なお出典は、文藝春秋から出ている『口語訳 古事記[完全版]』の
「神代編 其の六」からである。

(前略)
_さて、アマツヒコヒコホノニニギは、あるとき笠沙の岬に出かけて、
うるわしいおとめごに出逢うたのじゃった。そこで、
「だれの娘ごか」
と問うたところが、おとめは答えての、
「オホヤマツミの娘、名はカムアタツヒメ、またの名はコノハナノサクヤビメと申します」
と言うたそうじゃ。それでまた、
「そなたには、兄弟hいるか」
と尋ねるとの、
「わが姉、イハナガヒメがおります」
と答えた。
 それでニニギが、
「われは、そなたを妻にしようと思うが、いかがか」
と問うと、
「わたくしにはお答えすることができません。
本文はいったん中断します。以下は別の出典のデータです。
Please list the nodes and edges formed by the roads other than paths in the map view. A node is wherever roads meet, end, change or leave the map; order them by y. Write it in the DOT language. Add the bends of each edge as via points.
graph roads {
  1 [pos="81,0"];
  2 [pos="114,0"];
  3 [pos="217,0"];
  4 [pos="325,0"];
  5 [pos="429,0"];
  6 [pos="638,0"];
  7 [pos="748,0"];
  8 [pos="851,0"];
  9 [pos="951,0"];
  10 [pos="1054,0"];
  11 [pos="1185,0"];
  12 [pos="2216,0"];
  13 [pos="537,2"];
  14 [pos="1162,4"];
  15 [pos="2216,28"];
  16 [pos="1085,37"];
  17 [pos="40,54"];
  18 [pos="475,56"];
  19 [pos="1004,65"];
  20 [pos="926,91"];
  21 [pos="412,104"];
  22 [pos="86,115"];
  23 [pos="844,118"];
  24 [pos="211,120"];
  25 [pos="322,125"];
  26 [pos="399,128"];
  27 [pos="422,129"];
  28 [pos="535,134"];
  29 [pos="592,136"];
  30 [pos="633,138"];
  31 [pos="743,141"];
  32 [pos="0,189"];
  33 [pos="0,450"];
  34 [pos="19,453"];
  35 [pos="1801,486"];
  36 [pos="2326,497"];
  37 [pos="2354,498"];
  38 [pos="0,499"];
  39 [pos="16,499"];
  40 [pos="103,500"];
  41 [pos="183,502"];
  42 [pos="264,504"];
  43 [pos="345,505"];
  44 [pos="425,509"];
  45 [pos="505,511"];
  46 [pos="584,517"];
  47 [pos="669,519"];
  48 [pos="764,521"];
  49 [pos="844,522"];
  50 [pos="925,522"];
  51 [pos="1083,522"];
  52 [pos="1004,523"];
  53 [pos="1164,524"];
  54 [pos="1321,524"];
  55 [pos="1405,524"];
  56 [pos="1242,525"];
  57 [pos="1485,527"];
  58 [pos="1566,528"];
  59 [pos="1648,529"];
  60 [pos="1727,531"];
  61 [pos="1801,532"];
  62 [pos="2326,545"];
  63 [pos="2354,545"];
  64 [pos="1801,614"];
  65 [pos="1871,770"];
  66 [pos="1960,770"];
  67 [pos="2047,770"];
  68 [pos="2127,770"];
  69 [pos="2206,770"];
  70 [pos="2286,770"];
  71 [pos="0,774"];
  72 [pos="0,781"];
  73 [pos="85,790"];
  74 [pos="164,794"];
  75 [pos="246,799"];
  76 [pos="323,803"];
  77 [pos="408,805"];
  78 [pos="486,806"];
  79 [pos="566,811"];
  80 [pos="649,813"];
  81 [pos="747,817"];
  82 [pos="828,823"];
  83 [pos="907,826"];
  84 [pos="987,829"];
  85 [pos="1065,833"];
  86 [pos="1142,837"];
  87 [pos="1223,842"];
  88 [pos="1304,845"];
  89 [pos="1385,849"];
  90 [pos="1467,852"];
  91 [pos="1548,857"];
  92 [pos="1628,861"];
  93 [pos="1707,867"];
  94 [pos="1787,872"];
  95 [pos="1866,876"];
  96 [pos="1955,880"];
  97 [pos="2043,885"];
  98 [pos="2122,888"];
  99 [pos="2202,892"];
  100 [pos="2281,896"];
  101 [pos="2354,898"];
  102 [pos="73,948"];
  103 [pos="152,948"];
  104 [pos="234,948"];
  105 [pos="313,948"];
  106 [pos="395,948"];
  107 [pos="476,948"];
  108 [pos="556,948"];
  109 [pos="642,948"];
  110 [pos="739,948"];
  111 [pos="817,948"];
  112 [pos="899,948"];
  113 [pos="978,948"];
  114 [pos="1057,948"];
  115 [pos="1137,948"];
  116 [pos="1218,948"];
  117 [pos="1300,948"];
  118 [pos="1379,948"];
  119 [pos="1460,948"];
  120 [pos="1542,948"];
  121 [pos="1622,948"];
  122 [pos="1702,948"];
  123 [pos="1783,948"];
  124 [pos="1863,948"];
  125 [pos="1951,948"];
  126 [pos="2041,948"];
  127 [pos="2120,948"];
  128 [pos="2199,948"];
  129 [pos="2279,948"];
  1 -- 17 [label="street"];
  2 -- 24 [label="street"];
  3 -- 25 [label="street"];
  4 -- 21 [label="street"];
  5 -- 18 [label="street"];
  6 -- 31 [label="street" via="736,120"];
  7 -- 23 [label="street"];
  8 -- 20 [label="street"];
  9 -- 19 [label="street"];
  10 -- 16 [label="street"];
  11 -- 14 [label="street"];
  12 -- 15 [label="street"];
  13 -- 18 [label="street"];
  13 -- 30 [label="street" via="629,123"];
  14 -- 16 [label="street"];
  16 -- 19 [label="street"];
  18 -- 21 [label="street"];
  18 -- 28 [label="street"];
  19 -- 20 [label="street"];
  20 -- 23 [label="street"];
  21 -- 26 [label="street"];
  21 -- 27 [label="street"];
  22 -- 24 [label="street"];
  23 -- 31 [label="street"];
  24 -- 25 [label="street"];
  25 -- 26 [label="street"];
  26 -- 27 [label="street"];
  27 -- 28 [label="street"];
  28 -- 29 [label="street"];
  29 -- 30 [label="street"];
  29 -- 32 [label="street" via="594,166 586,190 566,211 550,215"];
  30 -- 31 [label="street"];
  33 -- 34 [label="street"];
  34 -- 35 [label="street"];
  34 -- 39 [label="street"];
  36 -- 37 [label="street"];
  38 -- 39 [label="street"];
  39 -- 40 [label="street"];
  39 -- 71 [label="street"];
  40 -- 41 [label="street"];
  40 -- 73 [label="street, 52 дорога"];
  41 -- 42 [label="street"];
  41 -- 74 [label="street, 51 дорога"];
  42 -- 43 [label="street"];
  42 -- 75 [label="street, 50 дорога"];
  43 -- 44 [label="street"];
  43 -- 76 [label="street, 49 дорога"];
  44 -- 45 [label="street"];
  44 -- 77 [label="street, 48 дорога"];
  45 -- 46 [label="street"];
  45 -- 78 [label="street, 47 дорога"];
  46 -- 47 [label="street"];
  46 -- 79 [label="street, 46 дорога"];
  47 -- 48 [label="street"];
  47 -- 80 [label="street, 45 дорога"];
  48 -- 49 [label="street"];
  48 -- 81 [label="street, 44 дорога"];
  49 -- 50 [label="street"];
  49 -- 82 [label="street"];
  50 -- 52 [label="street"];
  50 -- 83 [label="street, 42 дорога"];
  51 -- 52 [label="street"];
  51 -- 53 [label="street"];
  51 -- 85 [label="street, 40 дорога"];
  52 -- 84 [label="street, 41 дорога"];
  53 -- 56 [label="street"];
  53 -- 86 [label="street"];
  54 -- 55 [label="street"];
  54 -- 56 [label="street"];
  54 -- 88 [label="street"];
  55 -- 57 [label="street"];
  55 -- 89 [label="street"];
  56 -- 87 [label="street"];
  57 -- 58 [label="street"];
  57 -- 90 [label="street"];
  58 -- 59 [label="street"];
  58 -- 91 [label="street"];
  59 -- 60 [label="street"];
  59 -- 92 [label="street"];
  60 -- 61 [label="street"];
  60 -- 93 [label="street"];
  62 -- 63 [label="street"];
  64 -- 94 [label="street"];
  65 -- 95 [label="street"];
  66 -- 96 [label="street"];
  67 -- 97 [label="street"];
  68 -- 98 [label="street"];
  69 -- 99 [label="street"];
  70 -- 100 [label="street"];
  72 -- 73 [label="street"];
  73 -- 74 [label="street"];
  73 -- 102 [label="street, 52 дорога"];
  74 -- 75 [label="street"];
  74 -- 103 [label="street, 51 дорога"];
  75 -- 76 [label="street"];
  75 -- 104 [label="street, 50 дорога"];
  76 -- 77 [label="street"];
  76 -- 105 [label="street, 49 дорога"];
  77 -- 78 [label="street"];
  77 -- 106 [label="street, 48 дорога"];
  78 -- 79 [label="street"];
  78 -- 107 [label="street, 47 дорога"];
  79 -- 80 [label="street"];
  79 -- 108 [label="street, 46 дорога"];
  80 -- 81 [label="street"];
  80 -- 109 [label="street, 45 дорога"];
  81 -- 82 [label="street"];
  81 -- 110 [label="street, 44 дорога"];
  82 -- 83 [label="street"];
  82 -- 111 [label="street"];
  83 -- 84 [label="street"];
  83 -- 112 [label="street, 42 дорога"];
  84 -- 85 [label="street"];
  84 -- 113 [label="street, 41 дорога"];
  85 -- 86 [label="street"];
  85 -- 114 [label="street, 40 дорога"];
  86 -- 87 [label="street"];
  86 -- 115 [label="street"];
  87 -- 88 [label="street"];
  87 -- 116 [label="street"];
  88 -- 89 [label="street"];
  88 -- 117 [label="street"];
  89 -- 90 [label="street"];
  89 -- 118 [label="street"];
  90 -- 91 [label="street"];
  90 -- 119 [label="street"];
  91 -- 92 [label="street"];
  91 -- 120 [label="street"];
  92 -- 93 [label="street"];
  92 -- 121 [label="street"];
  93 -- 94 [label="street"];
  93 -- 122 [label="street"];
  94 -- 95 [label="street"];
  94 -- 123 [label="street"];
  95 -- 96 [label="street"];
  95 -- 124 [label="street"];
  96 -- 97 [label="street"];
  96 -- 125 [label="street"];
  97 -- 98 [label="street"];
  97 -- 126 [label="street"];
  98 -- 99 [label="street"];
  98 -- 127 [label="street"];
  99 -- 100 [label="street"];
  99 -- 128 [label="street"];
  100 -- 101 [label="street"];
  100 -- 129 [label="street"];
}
あが父、オホヤマツミがお答えするでしょう」
と答えたのじゃった。
 そこで、その父オホヤマツミに妻乞いの使いを遣わしたところがの、
オホヤマツミはとても喜び、姉のイハナガヒメも副えて、
山ほどに盛り上げたいくつもの契りの品(結納品)を持たせての、
ニニギの許に嫁がせたのじゃ。
 ところが、その姉のイハナガヒメはひどく醜いお顔の方での、
ニニギはひと目見るなり畏れおののいてしもうて、親許へ送り返してしまい、
その弟ごのコノハナノサクヤビメだけを留めての、一夜の契りを交わしたのじゃった。
 すると、父のオホヤマツミは、イハナガヒメを返されたことを大いに恥じての、
怒りをこめて、ヒコホノニニギに詛いの言葉を送ったのじゃ。

  わたしが娘二人を並べて奉ったわけは、イハナガヒメをお使いになれば、
 天つ神の御子の命は、たとえ雪降り、風吹くとも、いつまでも岩のごとくに、
 常永久に、変わりなくいますはず、また、コノハナノサクヤビメをお使いになれば、
 木の花の咲き栄えるがごとくに栄いますはずと、祈りを込めて娘たちを差し上げました。
  それを、かくのごとくにイハナガヒメを送り返して、
 ひとりコノハナノサクヤビメだけをお留めなされたからには、天つ神の命は、
 山に咲く木の花のままに散り落ちましょうぞ。

 それでこのためにの、今に至るまで大君たちの命は長くなくなってしもうたのじゃった。
まあのう、人はもともと草とおなじ生まれじゃで、
生えては枯れ、枯れては生えるものなのじゃが、大君は天つ神の末じゃで、
このことがなければ命の極まることはなかったのかもしれぬがのう。
(後略)

何が言いたいのかと言うと、日本人が敬愛して止まない天皇陛下のご先祖様も、
一時の繁栄に目が眩んで長命を捨てていた、という話である。
日本が「黄金の国」とまで呼ばれたのも今は昔、
ろくな資源を持たない今の日本が、それでも往時の繁栄を手に入れようと、
手っ取り早く原発を再開したいと思う気持ちもわからないではない。
しかし、ワシはこの一節が警句なのではないかと思っている。
朝鮮戦争という僥倖によって今の繁栄を手に入れた日本。
それを「奇跡」と言い、我々は再び立ち上がれると鼓舞する気持ちもわからないではない。
しかし、しょせん「奇跡」であって、あのような僥倖が二度と訪れるとは、
現代の世界情勢をみる限りとても思えないわけで…。

ま、前例大好きの日本人のことだから、ニニギと同じ選択をするんだろうけどね…。